BRIEF:
Answer with the exact lines of the following material from the one containing "middle tip: (318, 239)" through the one containing "pinky pip: (429, 350)", both end lines included.

INPUT DATA:
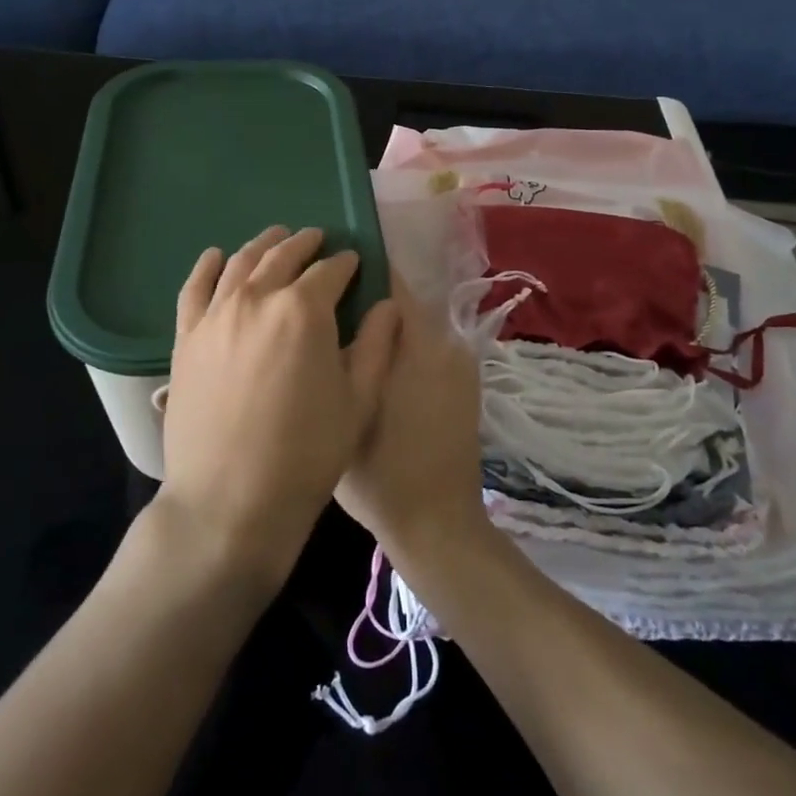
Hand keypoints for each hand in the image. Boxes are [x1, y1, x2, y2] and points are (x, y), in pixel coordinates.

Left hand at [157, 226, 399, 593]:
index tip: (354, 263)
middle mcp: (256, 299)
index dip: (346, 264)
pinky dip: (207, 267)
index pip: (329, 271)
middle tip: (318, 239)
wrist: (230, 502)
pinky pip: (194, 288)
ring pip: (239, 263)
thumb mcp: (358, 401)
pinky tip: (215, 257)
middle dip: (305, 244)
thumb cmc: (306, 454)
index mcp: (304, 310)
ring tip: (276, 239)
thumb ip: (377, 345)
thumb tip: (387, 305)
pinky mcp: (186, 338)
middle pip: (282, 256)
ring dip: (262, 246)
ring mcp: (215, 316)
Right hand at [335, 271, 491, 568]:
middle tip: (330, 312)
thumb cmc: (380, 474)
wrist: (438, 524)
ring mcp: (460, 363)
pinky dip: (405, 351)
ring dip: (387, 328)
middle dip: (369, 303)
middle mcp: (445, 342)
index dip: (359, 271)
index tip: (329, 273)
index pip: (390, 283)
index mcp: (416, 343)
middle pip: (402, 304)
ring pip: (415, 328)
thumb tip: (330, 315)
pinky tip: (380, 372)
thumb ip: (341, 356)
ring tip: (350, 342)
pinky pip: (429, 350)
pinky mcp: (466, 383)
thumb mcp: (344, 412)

---

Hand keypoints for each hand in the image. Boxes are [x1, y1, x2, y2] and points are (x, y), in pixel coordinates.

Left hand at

RESULT:
middle tip: (318, 239)
wrist: (230, 502)
pinky pip: (194, 288)
ring pip: (239, 263)
thumb mcp: (358, 401)
pinky tip: (215, 257)
middle dip: (305, 244)
thumb cmc: (306, 454)
index mcp: (304, 310)
ring tip: (276, 239)
thumb ip: (377, 345)
thumb tip: (387, 305)
pinky mcp: (186, 338)
middle pip: (282, 256)
ring dip: (262, 246)
ring mcp: (215, 316)
Right hand at [335, 271, 491, 568]:
middle tip: (330, 312)
thumb cmc: (380, 474)
wrist: (438, 524)
ring mcp: (460, 363)
pinky dip: (405, 351)
ring dip: (387, 328)
middle dip: (369, 303)
middle mcp: (445, 342)
index dip: (359, 271)
index tip: (329, 273)
index pip: (390, 283)
index mcp: (416, 343)
middle pip: (402, 304)
ring pip: (415, 328)
thumb tip: (330, 315)
pinky tip: (380, 372)
thumb ip: (341, 356)
ring tip: (350, 342)
pinky pip: (429, 350)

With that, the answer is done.